Cover songs. Some people hate the very thought of them. In our experience, most of those people are the ones who have heard local bands play “Mustang Sally,” or “Sweet Home Alabama,” one too many times. The fact is, without cover songs, some of the greatest songs ever written, may well have since been forgotten. The new book, Cover Me: The Stories Behind the Greatest Cover Songs of All Time, by Ray Padgett, takes an in-depth look at some unforgettable music.
Padgett is an expert in this particular field. Ten years ago, he founded the blog, Cover Me, which has become the largest, most popular blog on the subject. If you think he just sits around all day listening to and researching covers, you’d be wrong.
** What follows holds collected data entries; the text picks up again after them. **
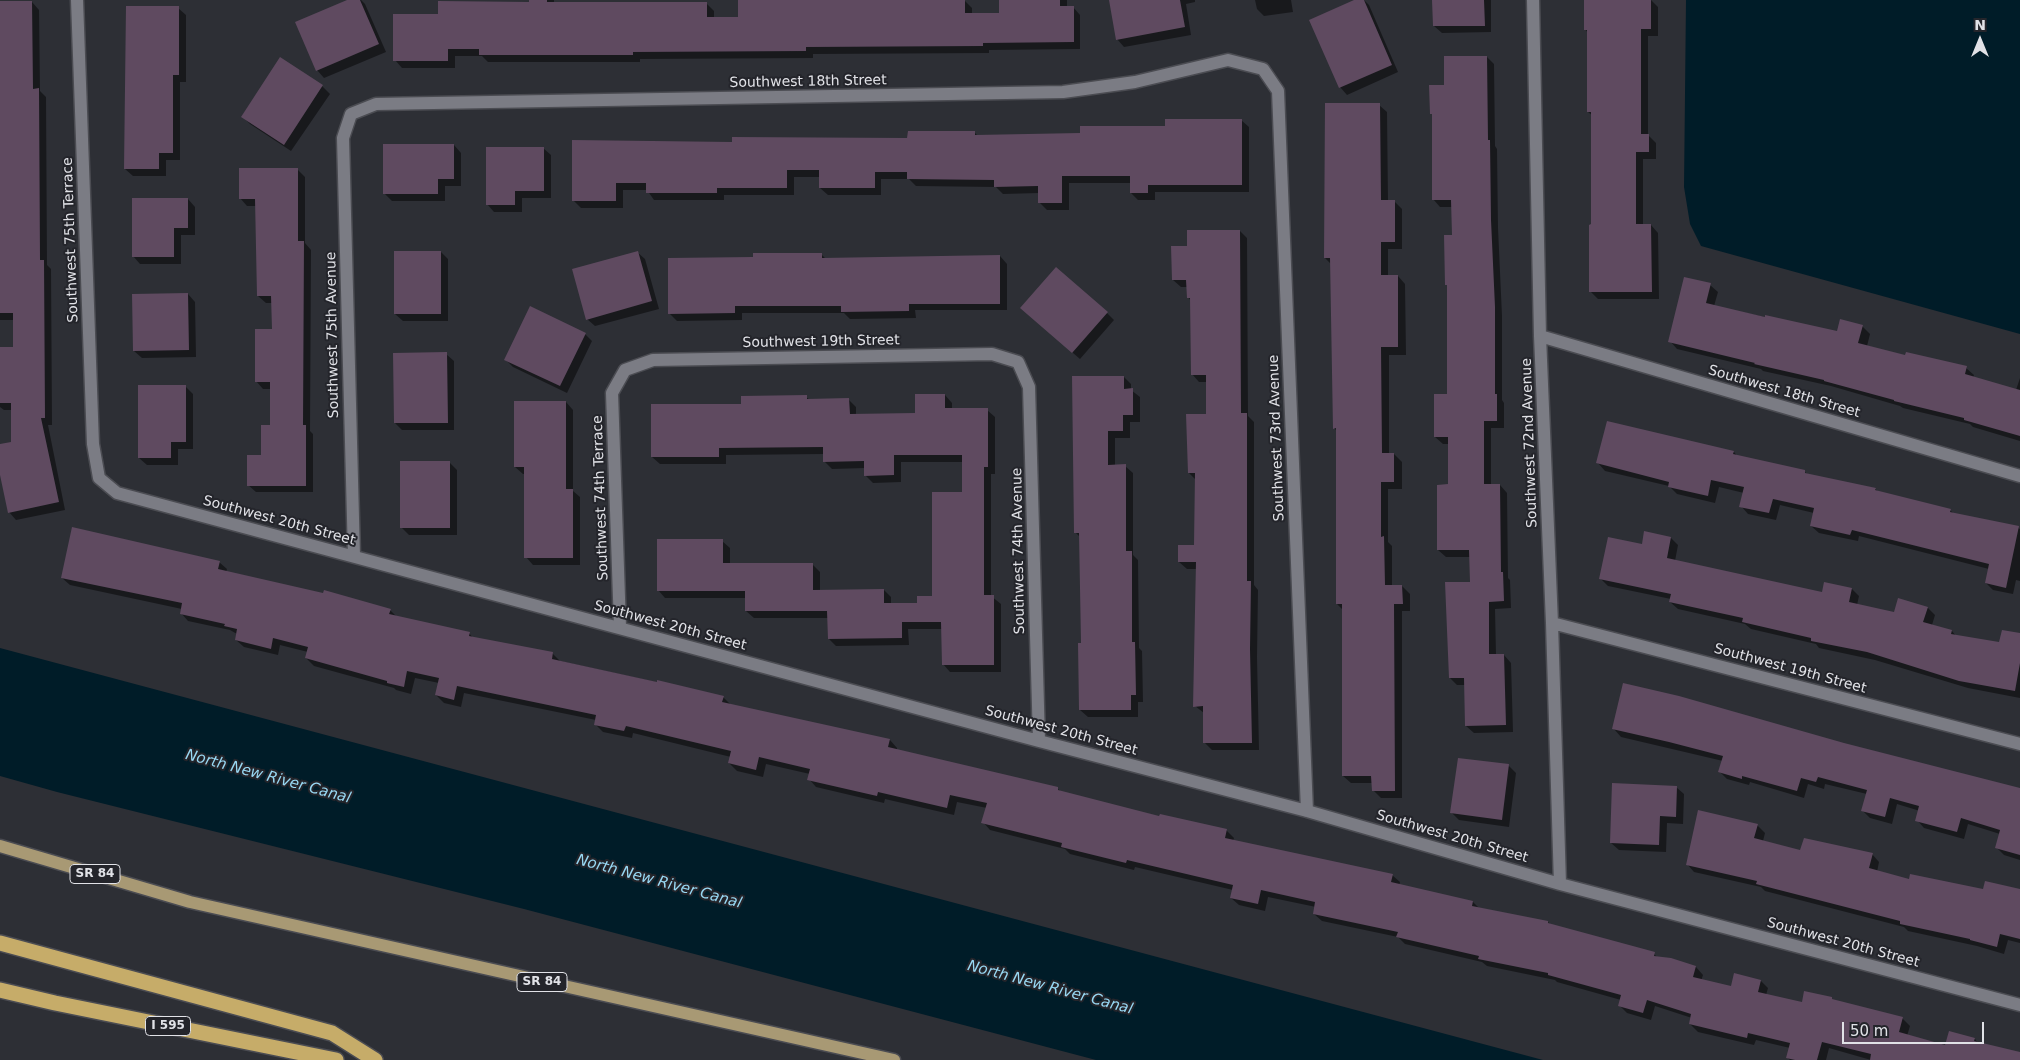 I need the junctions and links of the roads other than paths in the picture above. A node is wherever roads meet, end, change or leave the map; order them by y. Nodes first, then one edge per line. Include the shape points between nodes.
1 (77, 0) edge
2 (1533, 0) edge
3 (1263, 69) joint
4 (351, 114) joint
5 (1540, 336) junction
6 (1018, 362) joint
7 (625, 370) joint
8 (2020, 476) edge
9 (98, 478) joint
10 (354, 556) junction
11 (1552, 623) junction
12 (620, 628) junction
13 (1038, 741) junction
14 (2020, 744) edge
15 (1307, 811) junction
16 (0, 846) edge
17 (1560, 884) junction
18 (0, 943) edge
19 (0, 990) edge
20 (2020, 1005) edge
21 (336, 1060) edge
22 (375, 1060) edge
23 (894, 1060) edge

1 - 9 street, Southwest 75th Terrace via 93,444
2 - 5 street, Southwest 72nd Avenue
3 - 4 street, Southwest 18th Street via 1228,60 1136,82 1063,92 376,104
3 - 15 street, Southwest 73rd Avenue via 1278,91
4 - 10 street, Southwest 75th Avenue via 343,138
5 - 8 street, Southwest 18th Street
5 - 11 street, Southwest 72nd Avenue
6 - 7 street, Southwest 19th Street via 992,354 652,360
6 - 13 street, Southwest 74th Avenue via 1030,387
7 - 12 street, Southwest 74th Terrace via 612,393
9 - 10 street, Southwest 20th Street via 117,493
10 - 12 street, Southwest 20th Street
11 - 14 street, Southwest 19th Street
11 - 17 street, Southwest 72nd Avenue
12 - 13 street, Southwest 20th Street
13 - 15 street, Southwest 20th Street
15 - 17 street, Southwest 20th Street
16 - 23 main road, SR 84 via 190,902
17 - 20 street, Southwest 20th Street
18 - 22 highway via 332,1033
19 - 21 highway, I 595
Padgett is also a senior music publicist for Shore Fire Media, representing clients that include Ben Harper, and Lana Del Rey. Music is Padgett’s life, and writing about it, his life’s blood.
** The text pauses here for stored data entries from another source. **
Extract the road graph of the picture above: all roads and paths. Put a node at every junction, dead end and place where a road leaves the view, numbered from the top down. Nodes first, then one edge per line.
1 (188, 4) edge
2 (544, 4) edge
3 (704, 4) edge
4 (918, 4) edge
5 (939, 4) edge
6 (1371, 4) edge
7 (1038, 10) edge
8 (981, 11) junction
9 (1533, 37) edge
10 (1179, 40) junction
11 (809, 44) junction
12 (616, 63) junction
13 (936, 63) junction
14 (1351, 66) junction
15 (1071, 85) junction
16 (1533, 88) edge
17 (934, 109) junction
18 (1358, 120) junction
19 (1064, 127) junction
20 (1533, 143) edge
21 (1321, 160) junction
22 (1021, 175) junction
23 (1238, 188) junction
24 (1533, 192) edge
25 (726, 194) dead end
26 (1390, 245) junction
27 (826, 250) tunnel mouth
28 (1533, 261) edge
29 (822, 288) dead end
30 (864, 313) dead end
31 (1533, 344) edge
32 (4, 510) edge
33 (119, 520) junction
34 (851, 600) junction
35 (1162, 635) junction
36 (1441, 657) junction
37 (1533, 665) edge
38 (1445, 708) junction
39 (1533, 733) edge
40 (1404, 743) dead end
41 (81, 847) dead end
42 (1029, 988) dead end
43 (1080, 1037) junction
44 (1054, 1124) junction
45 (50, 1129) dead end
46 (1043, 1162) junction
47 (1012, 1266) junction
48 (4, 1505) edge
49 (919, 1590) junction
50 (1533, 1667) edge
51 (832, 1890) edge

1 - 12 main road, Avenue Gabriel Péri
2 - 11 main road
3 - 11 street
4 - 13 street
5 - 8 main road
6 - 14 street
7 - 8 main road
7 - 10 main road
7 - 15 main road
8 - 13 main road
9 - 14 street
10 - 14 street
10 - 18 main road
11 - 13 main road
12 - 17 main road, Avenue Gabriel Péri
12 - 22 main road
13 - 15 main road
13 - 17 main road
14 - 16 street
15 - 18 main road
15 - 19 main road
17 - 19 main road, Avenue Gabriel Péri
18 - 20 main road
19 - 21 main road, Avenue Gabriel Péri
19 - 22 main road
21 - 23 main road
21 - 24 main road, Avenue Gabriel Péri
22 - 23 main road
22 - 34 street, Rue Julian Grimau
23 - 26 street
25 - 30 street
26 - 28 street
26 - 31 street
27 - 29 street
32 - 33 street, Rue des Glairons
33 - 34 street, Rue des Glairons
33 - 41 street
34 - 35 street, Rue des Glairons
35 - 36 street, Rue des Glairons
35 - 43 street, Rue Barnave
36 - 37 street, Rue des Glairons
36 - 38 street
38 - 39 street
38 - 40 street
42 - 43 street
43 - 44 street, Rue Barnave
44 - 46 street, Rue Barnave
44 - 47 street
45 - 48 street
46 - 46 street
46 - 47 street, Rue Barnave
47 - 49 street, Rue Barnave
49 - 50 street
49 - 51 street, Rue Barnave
The book, Cover Me, is 240 pages of in-depth research on some of the greatest, and some of the most obscure cover songs ever to be recorded. Made up of 19 individual chapters, each detailing one particular song, the book is chock full of detailed analysis and little known facts. For those that want more, never fear. Cover Me is also crammed with rare photos, and obscure trivia, that had us turning the pages non-stop.
Some of the songs are obvious choices. Aretha Franklin’s 1967 smash hit, “Respect,” written and originally recorded by Otis Redding; Elvis Presley’s cover of Big Mama Thornton’s “Hound Dog,” and Whitney Houston’s take on Dolly Parton’s “I Will Always Love You,” are prime examples. Some are less obvious. Originally recorded by Todd Duncan for a 1955 prison film soundtrack, “Unchained Melody,” became the signature song of the Righteous Brothers. A few are more parody than cover. Examples including Weird Al Yankovic’s “Polkas On 45,” and The Gourds’ cover of Snoop Dogg’s “Gin and Juice,” prove that point.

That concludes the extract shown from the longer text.